[GOAL OF THE EXERCISE]
Each entry below should be printed exactly, with every image left out.

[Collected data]
Content starts

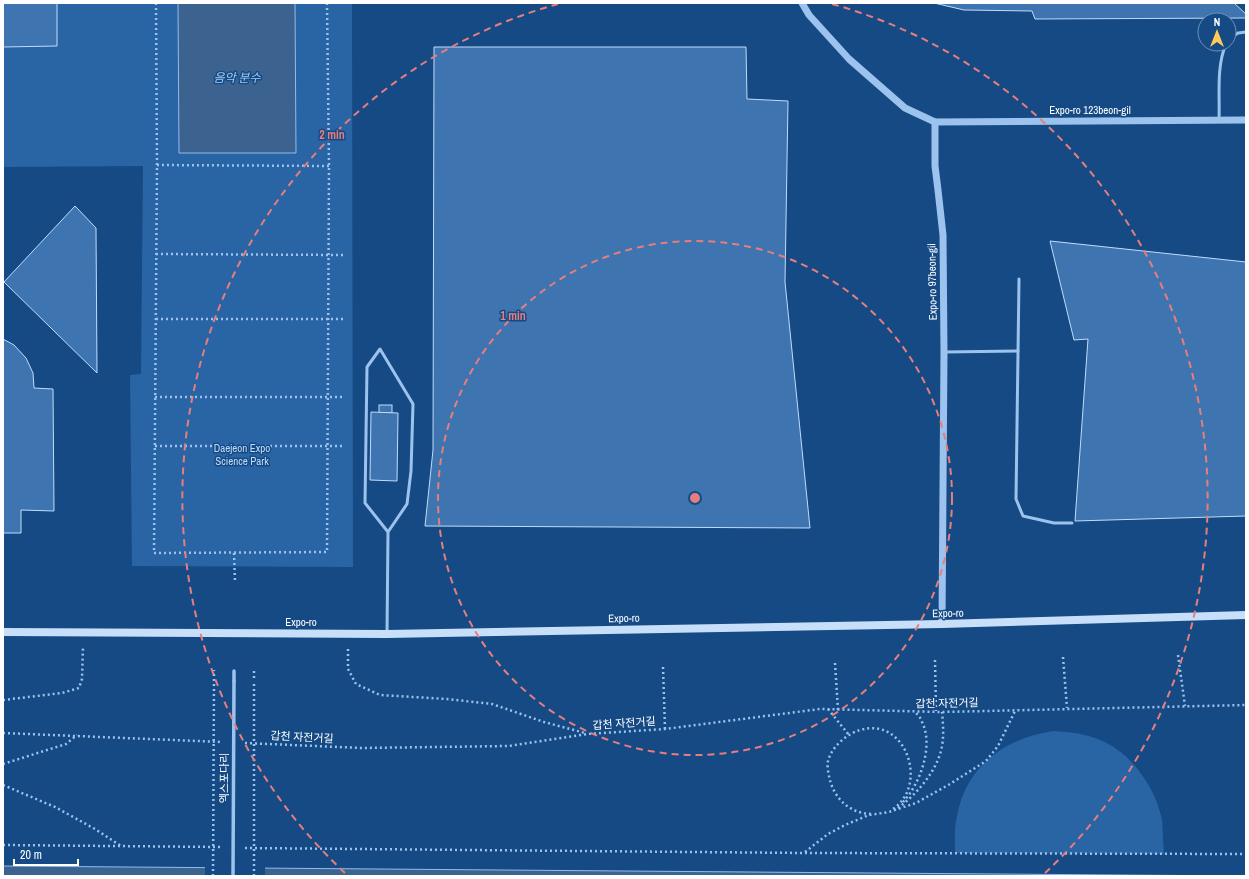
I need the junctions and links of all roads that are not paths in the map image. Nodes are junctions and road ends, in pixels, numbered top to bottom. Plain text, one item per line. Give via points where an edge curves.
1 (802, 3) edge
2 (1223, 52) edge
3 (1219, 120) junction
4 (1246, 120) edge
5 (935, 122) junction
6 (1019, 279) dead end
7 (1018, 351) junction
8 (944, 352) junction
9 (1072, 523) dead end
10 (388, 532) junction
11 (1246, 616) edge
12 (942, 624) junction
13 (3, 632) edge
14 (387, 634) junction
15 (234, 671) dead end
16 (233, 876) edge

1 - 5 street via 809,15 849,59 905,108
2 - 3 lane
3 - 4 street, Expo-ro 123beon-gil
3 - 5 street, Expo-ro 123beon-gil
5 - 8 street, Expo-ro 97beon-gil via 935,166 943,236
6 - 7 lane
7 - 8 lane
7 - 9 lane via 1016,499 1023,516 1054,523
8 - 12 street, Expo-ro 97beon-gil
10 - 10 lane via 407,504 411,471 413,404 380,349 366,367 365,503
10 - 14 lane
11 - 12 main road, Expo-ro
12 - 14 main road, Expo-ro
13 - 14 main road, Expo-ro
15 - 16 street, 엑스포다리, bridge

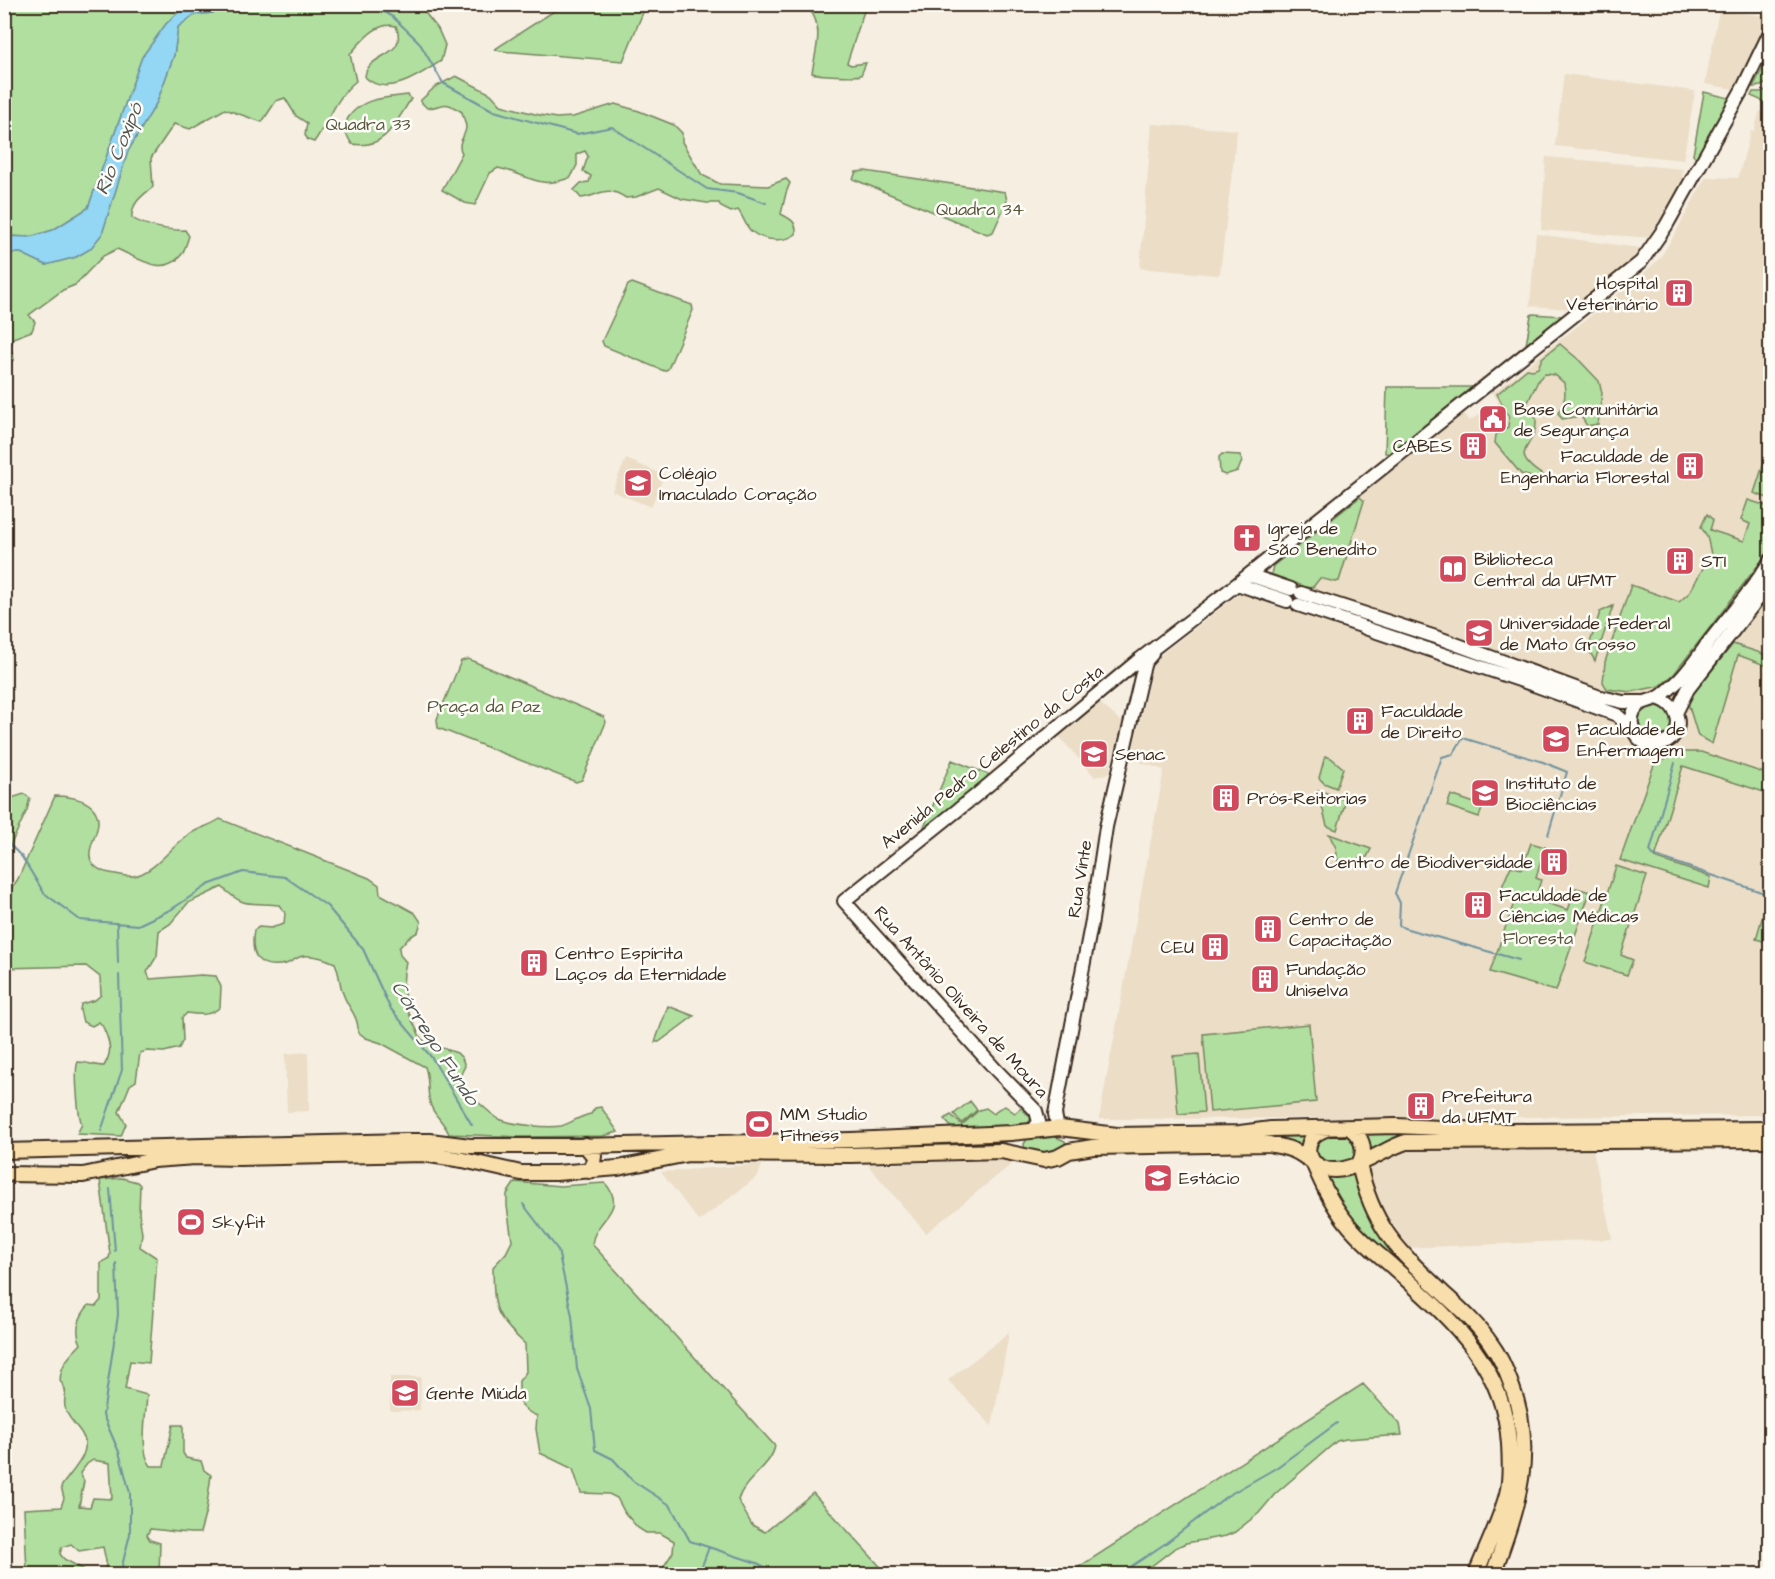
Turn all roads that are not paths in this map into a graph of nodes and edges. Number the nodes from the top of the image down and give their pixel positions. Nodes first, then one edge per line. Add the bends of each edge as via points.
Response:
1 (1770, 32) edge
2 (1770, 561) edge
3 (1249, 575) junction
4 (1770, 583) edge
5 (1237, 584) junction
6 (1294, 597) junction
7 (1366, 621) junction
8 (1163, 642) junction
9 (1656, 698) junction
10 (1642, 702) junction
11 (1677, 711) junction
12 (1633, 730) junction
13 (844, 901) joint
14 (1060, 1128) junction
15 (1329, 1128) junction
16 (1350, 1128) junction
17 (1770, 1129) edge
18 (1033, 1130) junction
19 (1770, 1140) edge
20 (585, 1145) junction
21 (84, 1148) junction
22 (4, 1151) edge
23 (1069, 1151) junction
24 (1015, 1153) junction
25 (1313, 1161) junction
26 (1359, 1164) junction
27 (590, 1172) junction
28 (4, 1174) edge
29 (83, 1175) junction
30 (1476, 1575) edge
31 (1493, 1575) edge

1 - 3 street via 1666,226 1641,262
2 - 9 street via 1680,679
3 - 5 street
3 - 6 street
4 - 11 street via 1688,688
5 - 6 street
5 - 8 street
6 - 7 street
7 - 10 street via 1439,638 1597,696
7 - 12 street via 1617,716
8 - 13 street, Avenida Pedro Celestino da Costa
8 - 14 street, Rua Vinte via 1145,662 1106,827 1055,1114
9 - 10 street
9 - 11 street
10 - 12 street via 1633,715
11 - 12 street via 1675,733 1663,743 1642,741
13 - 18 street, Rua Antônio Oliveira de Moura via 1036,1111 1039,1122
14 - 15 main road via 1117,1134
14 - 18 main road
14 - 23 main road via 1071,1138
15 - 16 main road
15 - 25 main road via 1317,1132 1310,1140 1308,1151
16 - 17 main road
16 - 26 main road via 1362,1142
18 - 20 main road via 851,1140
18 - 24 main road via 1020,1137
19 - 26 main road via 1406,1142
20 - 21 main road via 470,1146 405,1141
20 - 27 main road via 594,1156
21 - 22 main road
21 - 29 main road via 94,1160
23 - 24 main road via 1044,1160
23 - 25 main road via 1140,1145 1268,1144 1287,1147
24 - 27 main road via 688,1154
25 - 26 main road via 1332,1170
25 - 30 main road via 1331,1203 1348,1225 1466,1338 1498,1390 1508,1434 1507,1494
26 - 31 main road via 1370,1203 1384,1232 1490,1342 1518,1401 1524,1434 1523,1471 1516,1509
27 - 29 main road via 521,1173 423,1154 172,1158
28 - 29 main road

Content ends

[ANSWER TO THIS TASK]
I need the junctions and links of all roads that are not paths in the map image. Nodes are junctions and road ends, in pixels, numbered top to bottom. Plain text, one item per line. Give via points where an edge curves.
1 (802, 3) edge
2 (1223, 52) edge
3 (1219, 120) junction
4 (1246, 120) edge
5 (935, 122) junction
6 (1019, 279) dead end
7 (1018, 351) junction
8 (944, 352) junction
9 (1072, 523) dead end
10 (388, 532) junction
11 (1246, 616) edge
12 (942, 624) junction
13 (3, 632) edge
14 (387, 634) junction
15 (234, 671) dead end
16 (233, 876) edge

1 - 5 street via 809,15 849,59 905,108
2 - 3 lane
3 - 4 street, Expo-ro 123beon-gil
3 - 5 street, Expo-ro 123beon-gil
5 - 8 street, Expo-ro 97beon-gil via 935,166 943,236
6 - 7 lane
7 - 8 lane
7 - 9 lane via 1016,499 1023,516 1054,523
8 - 12 street, Expo-ro 97beon-gil
10 - 10 lane via 407,504 411,471 413,404 380,349 366,367 365,503
10 - 14 lane
11 - 12 main road, Expo-ro
12 - 14 main road, Expo-ro
13 - 14 main road, Expo-ro
15 - 16 street, 엑스포다리, bridge

Turn all roads that are not paths in this map into a graph of nodes and edges. Number the nodes from the top of the image down and give their pixel positions. Nodes first, then one edge per line. Add the bends of each edge as via points.
Response:
1 (1770, 32) edge
2 (1770, 561) edge
3 (1249, 575) junction
4 (1770, 583) edge
5 (1237, 584) junction
6 (1294, 597) junction
7 (1366, 621) junction
8 (1163, 642) junction
9 (1656, 698) junction
10 (1642, 702) junction
11 (1677, 711) junction
12 (1633, 730) junction
13 (844, 901) joint
14 (1060, 1128) junction
15 (1329, 1128) junction
16 (1350, 1128) junction
17 (1770, 1129) edge
18 (1033, 1130) junction
19 (1770, 1140) edge
20 (585, 1145) junction
21 (84, 1148) junction
22 (4, 1151) edge
23 (1069, 1151) junction
24 (1015, 1153) junction
25 (1313, 1161) junction
26 (1359, 1164) junction
27 (590, 1172) junction
28 (4, 1174) edge
29 (83, 1175) junction
30 (1476, 1575) edge
31 (1493, 1575) edge

1 - 3 street via 1666,226 1641,262
2 - 9 street via 1680,679
3 - 5 street
3 - 6 street
4 - 11 street via 1688,688
5 - 6 street
5 - 8 street
6 - 7 street
7 - 10 street via 1439,638 1597,696
7 - 12 street via 1617,716
8 - 13 street, Avenida Pedro Celestino da Costa
8 - 14 street, Rua Vinte via 1145,662 1106,827 1055,1114
9 - 10 street
9 - 11 street
10 - 12 street via 1633,715
11 - 12 street via 1675,733 1663,743 1642,741
13 - 18 street, Rua Antônio Oliveira de Moura via 1036,1111 1039,1122
14 - 15 main road via 1117,1134
14 - 18 main road
14 - 23 main road via 1071,1138
15 - 16 main road
15 - 25 main road via 1317,1132 1310,1140 1308,1151
16 - 17 main road
16 - 26 main road via 1362,1142
18 - 20 main road via 851,1140
18 - 24 main road via 1020,1137
19 - 26 main road via 1406,1142
20 - 21 main road via 470,1146 405,1141
20 - 27 main road via 594,1156
21 - 22 main road
21 - 29 main road via 94,1160
23 - 24 main road via 1044,1160
23 - 25 main road via 1140,1145 1268,1144 1287,1147
24 - 27 main road via 688,1154
25 - 26 main road via 1332,1170
25 - 30 main road via 1331,1203 1348,1225 1466,1338 1498,1390 1508,1434 1507,1494
26 - 31 main road via 1370,1203 1384,1232 1490,1342 1518,1401 1524,1434 1523,1471 1516,1509
27 - 29 main road via 521,1173 423,1154 172,1158
28 - 29 main road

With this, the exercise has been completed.